その時、窓ガラスをカリ、と引っ掻く音がした。見れば、臓硯の使い魔である翅蟲が、不気味に足を動かしている。

 

『――いつまでままごと遊びを続ける気じゃ、雁夜。他の駒は、とうに盤上で動き始めておるぞ』

 

 老人の嘲るような声が、直接脳内に響く。

 

『今宵あたり、最初の脱落者が出るやもしれんのぅ。お主が、そうならんよう祈っておるぞ。ほっほっほ…』

 

 蟲は嘲笑を残して飛び去っていく。

 

「くそジジイ……!」

 

 雁夜は拳を握りしめた。焦燥感が胸を焼く。そうだ、遊んでいる時間はない。

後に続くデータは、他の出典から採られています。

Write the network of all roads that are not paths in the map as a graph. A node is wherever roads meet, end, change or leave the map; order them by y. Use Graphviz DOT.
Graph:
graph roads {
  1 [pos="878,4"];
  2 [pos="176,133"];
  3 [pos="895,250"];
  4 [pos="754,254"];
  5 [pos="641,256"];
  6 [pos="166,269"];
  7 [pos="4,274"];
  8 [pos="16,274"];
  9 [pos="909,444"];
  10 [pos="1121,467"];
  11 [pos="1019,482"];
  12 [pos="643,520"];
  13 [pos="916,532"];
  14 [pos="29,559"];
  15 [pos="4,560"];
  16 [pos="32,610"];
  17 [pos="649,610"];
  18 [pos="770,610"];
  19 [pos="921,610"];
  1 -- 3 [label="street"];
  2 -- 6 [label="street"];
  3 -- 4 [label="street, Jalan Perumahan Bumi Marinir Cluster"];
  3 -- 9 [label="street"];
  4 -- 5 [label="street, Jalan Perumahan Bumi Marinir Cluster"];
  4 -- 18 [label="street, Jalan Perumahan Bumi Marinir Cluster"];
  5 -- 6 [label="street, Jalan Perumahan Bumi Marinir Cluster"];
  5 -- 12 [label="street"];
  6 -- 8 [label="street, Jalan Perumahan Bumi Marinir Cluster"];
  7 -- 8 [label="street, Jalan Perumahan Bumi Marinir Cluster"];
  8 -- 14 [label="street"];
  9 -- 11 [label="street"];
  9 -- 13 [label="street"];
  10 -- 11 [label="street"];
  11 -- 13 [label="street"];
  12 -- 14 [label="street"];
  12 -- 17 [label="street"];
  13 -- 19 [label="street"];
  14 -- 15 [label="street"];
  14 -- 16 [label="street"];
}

桜のため、一刻も早く戦果を上げねばならないのだ。

 

 彼はテレビを消し、静かに佇む己のサーヴァントに向き直った。

 

「……行くぞ、バーサーカー。戦争の時間だ」

 

 少女は、何も答えなかった。ただ、ふいとテレビの消えた画面から雁夜へと視線を移し、静かに立ち上がった。

 

 

 夜の冬木港、コンテナが並ぶ倉庫街。潮風に、鉄と魔力が混じり合った匂いがする。

 

 雁夜は、バーサーカーを伴い、クレーンの影から戦場を見下ろしていた。

 

 眼下では、二騎のサーヴァントが激突していた。

 

 一方は、見えざる剣を振るい、騎士の甲冑を纏った金髪の剣士――セイバー。

 

 もう一方は、二本の魔槍を携え、俊敏に立ち回る緑衣の騎士――ランサー。

 

 鋼と鋼がぶつかり合う轟音、魔力がほとばしる閃光が、夜の闇を切り裂く。

 

「……これが、聖杯戦争。これが、英雄たちの戦いか」

 

 そのあまりの速度と威力に、雁夜は息を呑んだ。魔術師として三流の自分では、一撃たりとも受けきれない。隣にいる、この小さな少女の英霊で、本当にあの怪物たちと渡り合えるというのだろうか。

 

 不安げに隣のバーサーカーを見る。

 

 しかし、彼女は、目の前の死闘を前にして、恐れるでもなく、気圧されるでもなかった。クレーンの縁にちょこんと腰掛け、まるで特等席から舞台を鑑賞するように、静かに戦場を見つめている。

 

 ランサーの魔槍がセイバーの左腕を傷つけ、その腕の腱は宝具の呪いによって断たれるその瞬間だった。

 

 今、この場には様々なものが渦巻いている。セイバーのマスター、衛宮切嗣の非情な策。ランサーのマスター、ケイネス・エルメロイ・アーチボルトの傲慢な怒り。主君への忠義と騎士の誇りの間で揺れるランサーの葛藤。そして、己の願いのために、傷つきながらも決して屈しないセイバーの覚悟。

 

 戦場で爆発する、人間の、英雄たちの、剥き出しの感情。少女の視線は、槍や剣の応酬ではない、その感情の渦そのものに向けられているようだった。

 

 彼女の瞳は、楽しんでいるようにも、悲しんでいるようにも見えない。ただ、純粋な好奇心の色だけが浮かんでいる。未知の生態を観察する研究者のように、全ての事象をその瑠璃色の瞳に焼き付けている。

 

……面白い

 

 ふと、雁夜の耳に、鈴の鳴るような声が届いた。はっとして隣を見る。だが、少女は唇を動かしてはいない。空耳だったか、と雁夜が再び戦場に目を戻した、その時。

 

 クレーンの上で、少女が小さく足を揺らした。

 

 その仕草は、退屈な授業を終え、待ちに待った娯楽を前にした子供のようにも見えた。

 

 雁夜は、背筋に冷たいものが走るのを感じていた。

 

 自分の呼び出したこの存在は、聖杯を巡る殺し合いを、この戦争を、人間の必死の願いを、ただの「面白い見世物」として眺めているのではないか。

 

「お前、本当に何者なんだ……?」

 

 その底知れない本質を前に、雁夜は、サーヴァント同士の戦いとは全く別の次元にある、新たな畏怖を抱くのだった。